Dataset entries

====

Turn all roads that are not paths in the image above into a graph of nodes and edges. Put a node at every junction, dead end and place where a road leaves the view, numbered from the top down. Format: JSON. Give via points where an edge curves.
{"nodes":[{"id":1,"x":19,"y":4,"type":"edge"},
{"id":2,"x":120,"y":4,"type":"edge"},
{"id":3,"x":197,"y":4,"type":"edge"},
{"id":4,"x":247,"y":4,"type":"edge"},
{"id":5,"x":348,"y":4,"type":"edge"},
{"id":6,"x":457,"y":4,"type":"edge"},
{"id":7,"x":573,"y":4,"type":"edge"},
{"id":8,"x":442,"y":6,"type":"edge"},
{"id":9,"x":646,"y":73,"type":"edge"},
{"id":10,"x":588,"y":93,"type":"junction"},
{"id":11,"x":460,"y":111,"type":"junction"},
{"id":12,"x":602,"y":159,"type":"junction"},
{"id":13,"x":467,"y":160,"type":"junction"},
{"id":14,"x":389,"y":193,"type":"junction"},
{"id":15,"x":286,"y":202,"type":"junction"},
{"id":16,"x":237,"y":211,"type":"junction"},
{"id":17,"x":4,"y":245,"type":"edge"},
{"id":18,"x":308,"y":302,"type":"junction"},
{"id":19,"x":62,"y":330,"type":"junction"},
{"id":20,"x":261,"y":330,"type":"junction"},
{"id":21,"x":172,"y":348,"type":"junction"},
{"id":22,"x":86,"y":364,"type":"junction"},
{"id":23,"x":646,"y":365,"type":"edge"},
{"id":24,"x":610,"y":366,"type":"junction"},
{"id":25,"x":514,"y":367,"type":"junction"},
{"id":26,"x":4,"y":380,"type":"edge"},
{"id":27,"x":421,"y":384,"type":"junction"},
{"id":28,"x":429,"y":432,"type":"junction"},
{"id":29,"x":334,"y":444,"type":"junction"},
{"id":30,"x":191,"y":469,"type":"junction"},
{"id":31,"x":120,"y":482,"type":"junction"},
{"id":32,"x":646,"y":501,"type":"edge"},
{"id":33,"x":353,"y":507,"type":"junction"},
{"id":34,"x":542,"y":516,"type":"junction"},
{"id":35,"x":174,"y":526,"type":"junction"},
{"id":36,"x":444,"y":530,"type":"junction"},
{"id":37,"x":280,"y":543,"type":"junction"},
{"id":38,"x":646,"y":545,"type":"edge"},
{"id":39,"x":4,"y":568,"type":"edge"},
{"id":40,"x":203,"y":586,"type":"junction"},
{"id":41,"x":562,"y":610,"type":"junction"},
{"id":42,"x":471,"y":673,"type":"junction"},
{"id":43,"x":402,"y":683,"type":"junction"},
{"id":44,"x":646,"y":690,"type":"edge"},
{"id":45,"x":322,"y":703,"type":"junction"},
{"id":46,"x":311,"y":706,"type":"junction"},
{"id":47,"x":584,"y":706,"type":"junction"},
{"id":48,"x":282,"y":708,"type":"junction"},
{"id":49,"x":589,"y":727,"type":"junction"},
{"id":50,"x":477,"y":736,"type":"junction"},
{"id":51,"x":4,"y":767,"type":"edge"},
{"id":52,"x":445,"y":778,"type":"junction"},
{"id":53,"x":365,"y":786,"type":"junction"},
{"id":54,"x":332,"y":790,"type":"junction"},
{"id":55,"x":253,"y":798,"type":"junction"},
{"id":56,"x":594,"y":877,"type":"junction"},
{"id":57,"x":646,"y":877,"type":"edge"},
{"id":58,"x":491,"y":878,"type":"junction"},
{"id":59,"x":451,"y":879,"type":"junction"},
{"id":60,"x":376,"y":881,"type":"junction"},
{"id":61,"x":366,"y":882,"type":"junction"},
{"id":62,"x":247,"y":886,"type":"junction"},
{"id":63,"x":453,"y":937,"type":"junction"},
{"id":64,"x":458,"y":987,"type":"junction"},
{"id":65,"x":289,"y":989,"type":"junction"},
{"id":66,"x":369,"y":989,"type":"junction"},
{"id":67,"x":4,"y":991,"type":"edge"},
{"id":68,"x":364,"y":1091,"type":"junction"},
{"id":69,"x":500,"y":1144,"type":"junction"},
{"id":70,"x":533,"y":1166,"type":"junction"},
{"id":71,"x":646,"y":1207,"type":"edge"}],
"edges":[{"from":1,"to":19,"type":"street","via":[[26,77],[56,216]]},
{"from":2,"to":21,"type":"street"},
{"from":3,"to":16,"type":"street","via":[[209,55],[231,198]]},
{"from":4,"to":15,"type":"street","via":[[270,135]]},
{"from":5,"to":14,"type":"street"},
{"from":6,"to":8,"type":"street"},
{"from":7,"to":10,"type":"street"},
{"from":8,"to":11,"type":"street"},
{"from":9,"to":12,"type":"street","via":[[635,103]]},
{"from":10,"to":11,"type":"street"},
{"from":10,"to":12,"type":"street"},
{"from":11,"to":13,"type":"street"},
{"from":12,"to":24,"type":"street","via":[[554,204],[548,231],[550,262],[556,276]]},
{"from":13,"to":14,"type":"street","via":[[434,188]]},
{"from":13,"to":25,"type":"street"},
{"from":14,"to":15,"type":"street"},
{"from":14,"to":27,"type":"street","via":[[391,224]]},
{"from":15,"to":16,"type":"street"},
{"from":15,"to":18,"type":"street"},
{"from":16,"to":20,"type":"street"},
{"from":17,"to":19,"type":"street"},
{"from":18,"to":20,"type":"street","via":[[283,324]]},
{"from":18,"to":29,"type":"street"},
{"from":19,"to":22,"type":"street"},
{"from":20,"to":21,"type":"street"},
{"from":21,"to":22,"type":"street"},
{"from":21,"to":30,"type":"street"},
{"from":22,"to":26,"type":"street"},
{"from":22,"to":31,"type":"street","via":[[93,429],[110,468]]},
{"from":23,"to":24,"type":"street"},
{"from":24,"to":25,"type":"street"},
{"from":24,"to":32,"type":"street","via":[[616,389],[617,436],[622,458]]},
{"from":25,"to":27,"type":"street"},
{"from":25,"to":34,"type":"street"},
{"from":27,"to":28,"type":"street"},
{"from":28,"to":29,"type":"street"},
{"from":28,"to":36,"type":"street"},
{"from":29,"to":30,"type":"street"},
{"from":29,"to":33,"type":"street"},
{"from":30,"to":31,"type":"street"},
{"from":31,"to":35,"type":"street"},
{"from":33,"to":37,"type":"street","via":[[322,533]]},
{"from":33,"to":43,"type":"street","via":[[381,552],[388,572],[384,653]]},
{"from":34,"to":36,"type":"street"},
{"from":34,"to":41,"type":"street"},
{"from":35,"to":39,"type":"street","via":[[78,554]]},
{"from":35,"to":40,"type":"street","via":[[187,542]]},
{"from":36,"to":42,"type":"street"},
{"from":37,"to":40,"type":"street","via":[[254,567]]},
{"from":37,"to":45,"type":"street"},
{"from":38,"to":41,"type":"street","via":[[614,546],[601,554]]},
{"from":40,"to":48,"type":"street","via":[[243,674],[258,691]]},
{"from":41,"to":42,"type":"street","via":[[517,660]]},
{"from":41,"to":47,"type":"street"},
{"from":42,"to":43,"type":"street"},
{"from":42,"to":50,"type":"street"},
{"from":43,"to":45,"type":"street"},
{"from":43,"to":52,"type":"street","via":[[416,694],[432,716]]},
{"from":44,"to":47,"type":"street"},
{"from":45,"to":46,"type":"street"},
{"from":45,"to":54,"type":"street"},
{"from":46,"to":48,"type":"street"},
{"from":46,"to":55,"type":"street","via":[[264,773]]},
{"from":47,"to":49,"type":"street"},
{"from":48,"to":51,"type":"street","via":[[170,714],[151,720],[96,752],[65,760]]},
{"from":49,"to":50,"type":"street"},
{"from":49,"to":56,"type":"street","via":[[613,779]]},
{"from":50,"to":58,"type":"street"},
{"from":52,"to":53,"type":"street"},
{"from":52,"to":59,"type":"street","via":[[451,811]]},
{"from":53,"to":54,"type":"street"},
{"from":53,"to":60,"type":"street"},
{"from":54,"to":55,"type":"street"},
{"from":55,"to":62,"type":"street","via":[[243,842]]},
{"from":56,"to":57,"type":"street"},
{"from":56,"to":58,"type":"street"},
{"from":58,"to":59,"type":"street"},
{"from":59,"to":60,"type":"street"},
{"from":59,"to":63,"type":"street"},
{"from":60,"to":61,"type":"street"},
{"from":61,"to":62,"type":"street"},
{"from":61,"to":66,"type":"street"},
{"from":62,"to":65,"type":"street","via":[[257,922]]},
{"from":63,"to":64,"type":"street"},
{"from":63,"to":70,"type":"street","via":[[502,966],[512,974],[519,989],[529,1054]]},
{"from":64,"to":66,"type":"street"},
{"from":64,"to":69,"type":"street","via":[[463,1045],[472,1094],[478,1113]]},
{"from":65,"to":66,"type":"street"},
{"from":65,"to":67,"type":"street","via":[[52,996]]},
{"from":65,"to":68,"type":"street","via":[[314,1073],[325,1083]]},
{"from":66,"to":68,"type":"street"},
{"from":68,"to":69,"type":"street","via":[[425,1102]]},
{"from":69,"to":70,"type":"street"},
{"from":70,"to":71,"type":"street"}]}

====

*The task*:
Pull out each line of the entries that contains "nodes".

*The answer*:
Turn all roads that are not paths in the image above into a graph of nodes and edges. Put a node at every junction, dead end and place where a road leaves the view, numbered from the top down. Format: JSON. Give via points where an edge curves.
{"nodes":[{"id":1,"x":19,"y":4,"type":"edge"},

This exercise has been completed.